PROBLEM DETAILS: Which lines below contain the word "Left"? Copy each of them.

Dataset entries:
++++++++++
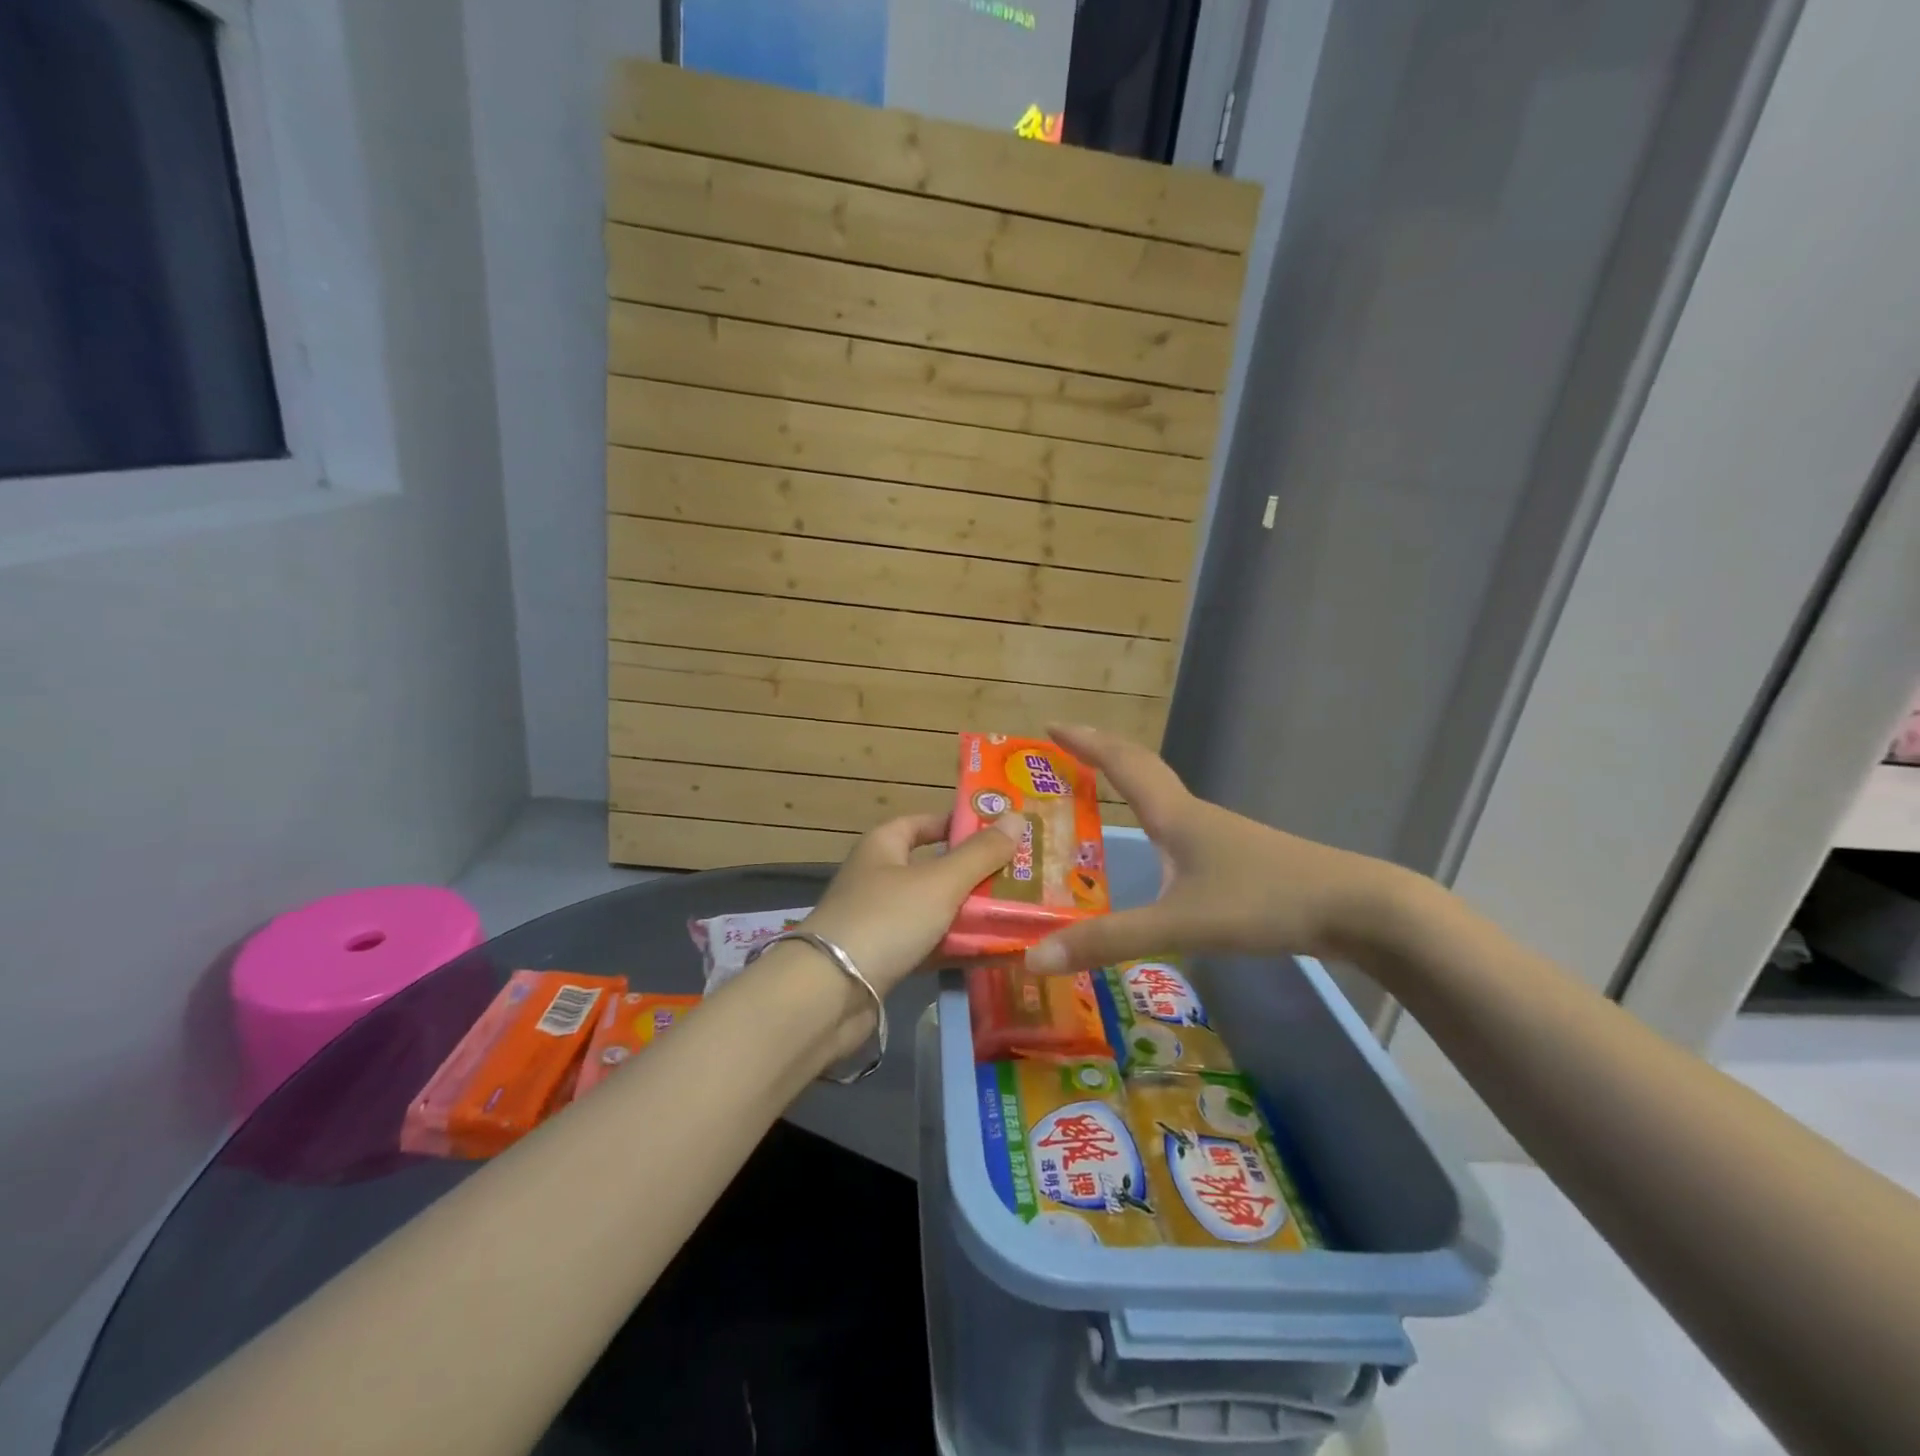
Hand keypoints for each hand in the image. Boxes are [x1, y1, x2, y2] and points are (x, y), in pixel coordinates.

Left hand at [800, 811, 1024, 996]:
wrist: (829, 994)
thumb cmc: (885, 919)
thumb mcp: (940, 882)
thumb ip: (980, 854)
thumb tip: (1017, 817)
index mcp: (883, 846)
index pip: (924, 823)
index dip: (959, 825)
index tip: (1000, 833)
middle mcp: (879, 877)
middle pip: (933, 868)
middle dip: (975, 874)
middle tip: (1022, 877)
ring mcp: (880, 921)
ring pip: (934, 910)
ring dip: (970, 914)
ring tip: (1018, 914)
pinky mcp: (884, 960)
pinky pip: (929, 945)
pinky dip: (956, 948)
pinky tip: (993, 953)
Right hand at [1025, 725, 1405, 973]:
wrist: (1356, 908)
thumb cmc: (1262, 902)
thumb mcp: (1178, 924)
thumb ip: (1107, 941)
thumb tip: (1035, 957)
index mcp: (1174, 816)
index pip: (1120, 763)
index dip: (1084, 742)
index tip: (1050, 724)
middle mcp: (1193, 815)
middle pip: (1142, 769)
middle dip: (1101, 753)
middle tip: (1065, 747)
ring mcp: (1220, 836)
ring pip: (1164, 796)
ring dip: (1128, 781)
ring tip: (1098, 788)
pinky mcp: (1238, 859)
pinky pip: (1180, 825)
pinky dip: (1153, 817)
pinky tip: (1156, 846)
++++++++++
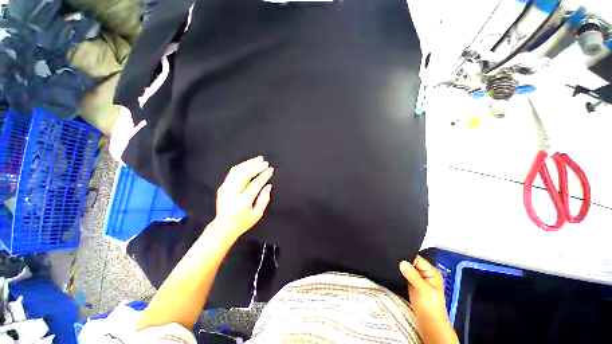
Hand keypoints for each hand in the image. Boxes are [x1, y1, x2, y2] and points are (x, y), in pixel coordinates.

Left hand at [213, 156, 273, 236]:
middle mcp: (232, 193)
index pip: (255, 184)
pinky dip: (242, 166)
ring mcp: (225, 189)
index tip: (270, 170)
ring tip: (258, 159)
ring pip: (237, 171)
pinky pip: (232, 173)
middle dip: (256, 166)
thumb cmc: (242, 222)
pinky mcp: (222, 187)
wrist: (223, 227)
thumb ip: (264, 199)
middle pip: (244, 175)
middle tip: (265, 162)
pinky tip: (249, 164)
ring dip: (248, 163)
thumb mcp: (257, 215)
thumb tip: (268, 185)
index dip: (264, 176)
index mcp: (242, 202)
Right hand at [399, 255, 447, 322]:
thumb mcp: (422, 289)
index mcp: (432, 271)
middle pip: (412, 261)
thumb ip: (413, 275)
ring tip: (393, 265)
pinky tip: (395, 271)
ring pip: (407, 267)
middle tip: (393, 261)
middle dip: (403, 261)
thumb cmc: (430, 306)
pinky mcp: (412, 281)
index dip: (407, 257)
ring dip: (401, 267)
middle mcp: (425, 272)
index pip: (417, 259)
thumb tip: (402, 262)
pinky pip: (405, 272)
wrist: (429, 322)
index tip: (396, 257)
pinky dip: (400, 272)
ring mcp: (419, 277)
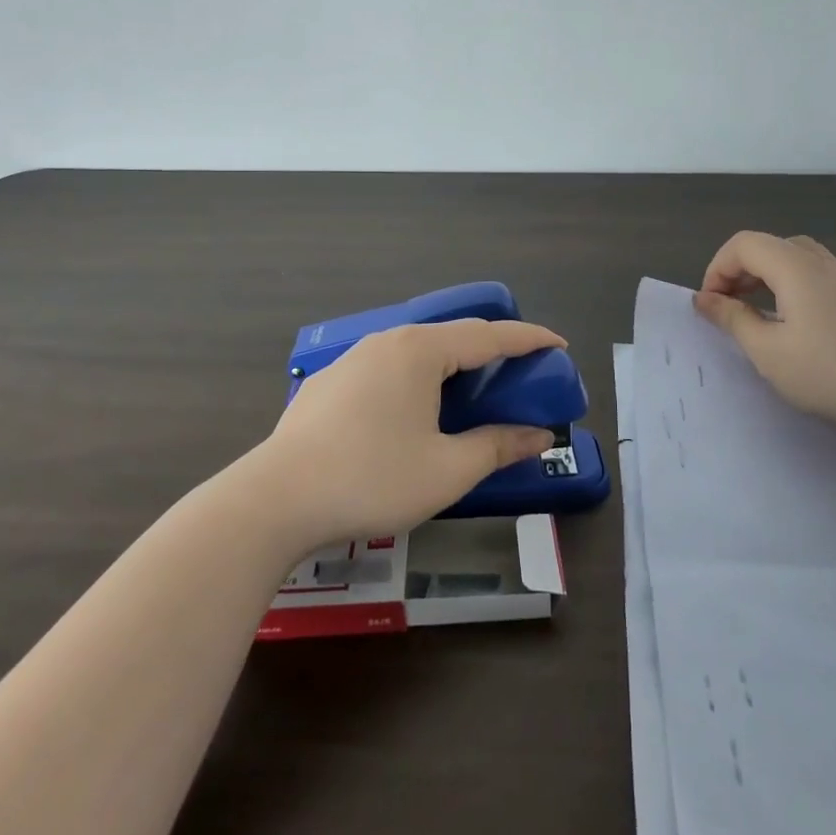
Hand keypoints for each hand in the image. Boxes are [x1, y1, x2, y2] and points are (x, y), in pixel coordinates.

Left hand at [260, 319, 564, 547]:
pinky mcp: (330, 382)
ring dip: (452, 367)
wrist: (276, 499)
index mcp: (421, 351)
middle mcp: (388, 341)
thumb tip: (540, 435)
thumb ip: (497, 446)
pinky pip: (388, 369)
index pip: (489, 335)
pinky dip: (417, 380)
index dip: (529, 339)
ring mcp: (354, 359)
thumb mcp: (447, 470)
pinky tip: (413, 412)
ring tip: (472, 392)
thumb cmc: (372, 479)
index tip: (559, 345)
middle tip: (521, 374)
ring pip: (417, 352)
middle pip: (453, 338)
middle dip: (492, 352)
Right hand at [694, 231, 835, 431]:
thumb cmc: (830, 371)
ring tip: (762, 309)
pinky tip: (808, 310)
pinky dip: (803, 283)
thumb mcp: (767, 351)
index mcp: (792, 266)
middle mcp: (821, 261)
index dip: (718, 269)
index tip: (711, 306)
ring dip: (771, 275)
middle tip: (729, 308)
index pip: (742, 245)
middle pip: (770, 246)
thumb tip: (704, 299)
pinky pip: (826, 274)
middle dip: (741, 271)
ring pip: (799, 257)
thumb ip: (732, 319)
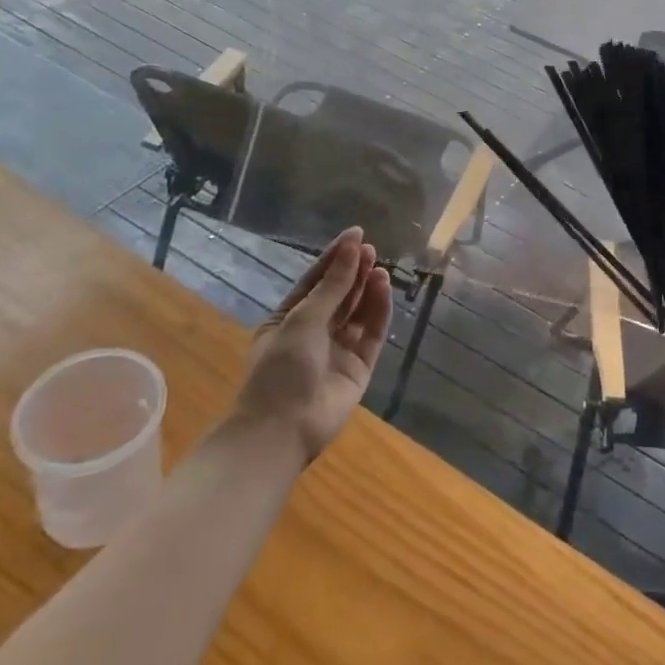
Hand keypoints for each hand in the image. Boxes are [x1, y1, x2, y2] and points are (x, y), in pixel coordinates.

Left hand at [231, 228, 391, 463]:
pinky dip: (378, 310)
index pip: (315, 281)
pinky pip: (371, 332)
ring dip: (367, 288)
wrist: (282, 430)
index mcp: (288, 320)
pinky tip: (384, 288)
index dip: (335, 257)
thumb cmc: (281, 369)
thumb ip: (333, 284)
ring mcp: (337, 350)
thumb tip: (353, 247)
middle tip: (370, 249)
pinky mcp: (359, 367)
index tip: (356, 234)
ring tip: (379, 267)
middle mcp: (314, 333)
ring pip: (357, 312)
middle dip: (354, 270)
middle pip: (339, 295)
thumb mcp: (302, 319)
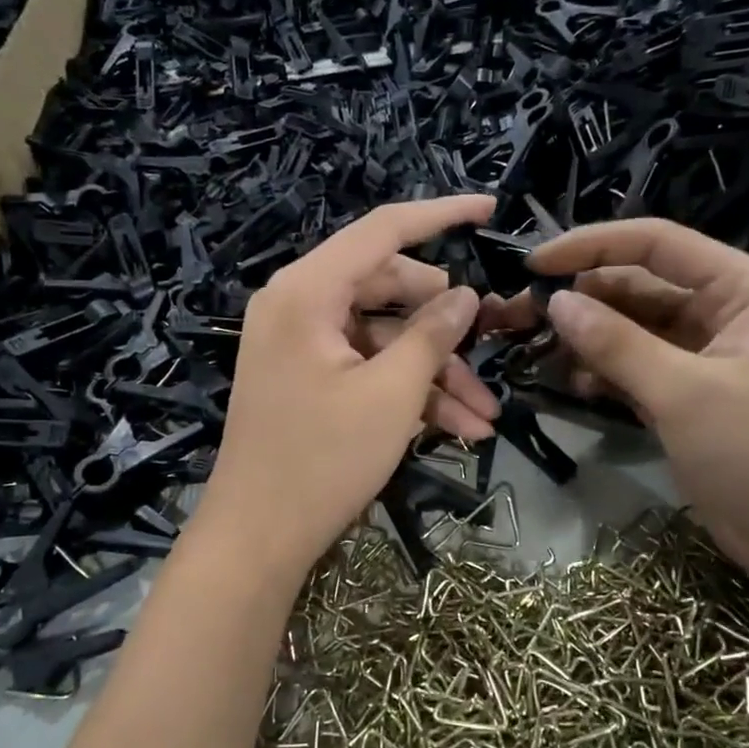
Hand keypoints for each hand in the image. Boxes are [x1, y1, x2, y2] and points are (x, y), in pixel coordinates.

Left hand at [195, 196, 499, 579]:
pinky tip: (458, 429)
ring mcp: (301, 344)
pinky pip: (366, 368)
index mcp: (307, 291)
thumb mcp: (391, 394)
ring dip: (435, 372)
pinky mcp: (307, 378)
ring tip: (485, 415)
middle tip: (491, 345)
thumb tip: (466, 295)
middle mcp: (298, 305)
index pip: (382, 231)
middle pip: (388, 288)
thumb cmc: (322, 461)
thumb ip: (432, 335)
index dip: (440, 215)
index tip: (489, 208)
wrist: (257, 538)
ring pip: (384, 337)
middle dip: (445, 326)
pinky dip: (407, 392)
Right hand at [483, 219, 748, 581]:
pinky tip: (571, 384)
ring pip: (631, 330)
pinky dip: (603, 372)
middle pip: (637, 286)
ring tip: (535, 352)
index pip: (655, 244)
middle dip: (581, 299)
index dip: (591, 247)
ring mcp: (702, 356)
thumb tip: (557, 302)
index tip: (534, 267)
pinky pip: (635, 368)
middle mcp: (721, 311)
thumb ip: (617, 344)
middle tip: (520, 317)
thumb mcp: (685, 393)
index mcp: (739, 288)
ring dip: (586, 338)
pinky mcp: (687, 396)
++++++++++
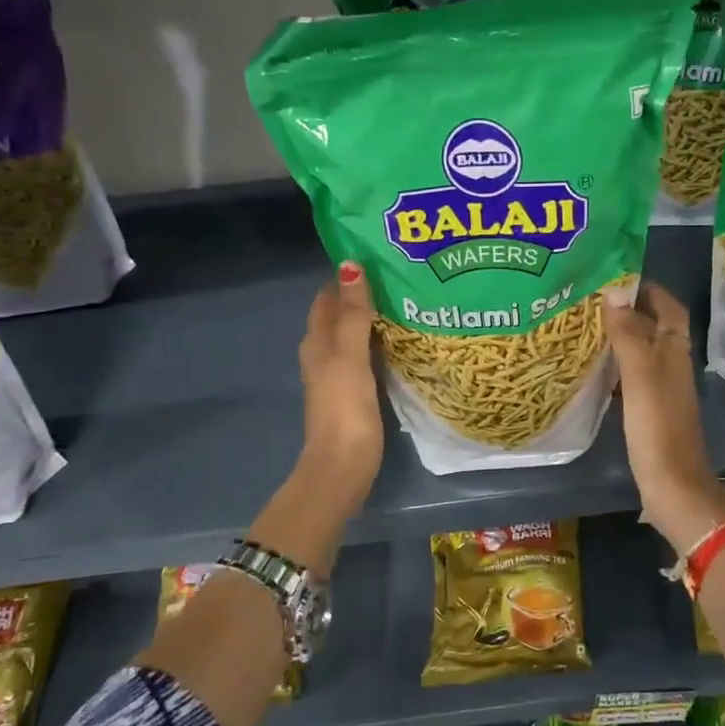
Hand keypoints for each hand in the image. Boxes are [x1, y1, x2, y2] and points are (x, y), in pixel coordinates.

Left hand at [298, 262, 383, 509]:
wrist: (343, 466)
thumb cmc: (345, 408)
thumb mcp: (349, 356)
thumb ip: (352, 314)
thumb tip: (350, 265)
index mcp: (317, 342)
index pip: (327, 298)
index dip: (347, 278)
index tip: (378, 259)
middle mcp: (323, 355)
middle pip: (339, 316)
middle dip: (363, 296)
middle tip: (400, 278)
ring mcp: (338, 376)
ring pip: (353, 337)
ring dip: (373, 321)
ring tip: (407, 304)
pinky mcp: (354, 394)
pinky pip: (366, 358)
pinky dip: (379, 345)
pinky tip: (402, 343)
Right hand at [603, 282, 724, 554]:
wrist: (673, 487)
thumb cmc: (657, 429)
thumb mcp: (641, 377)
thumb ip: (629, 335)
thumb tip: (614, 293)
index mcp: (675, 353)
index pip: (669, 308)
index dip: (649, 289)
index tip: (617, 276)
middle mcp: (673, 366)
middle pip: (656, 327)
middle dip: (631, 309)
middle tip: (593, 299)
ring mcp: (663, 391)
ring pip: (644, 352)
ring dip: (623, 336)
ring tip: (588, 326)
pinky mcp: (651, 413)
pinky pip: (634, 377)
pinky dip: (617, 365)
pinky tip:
++++++++++
RESULT OF THE EXERCISE:
Left hand at [800, 811, 1024, 996]:
Left hand at [213, 156, 273, 236]:
Left hand at [260, 319, 564, 547]:
Left hand at [231, 228, 391, 463]:
Left hand at [195, 196, 499, 579]:
Left hand at [298, 262, 383, 509]:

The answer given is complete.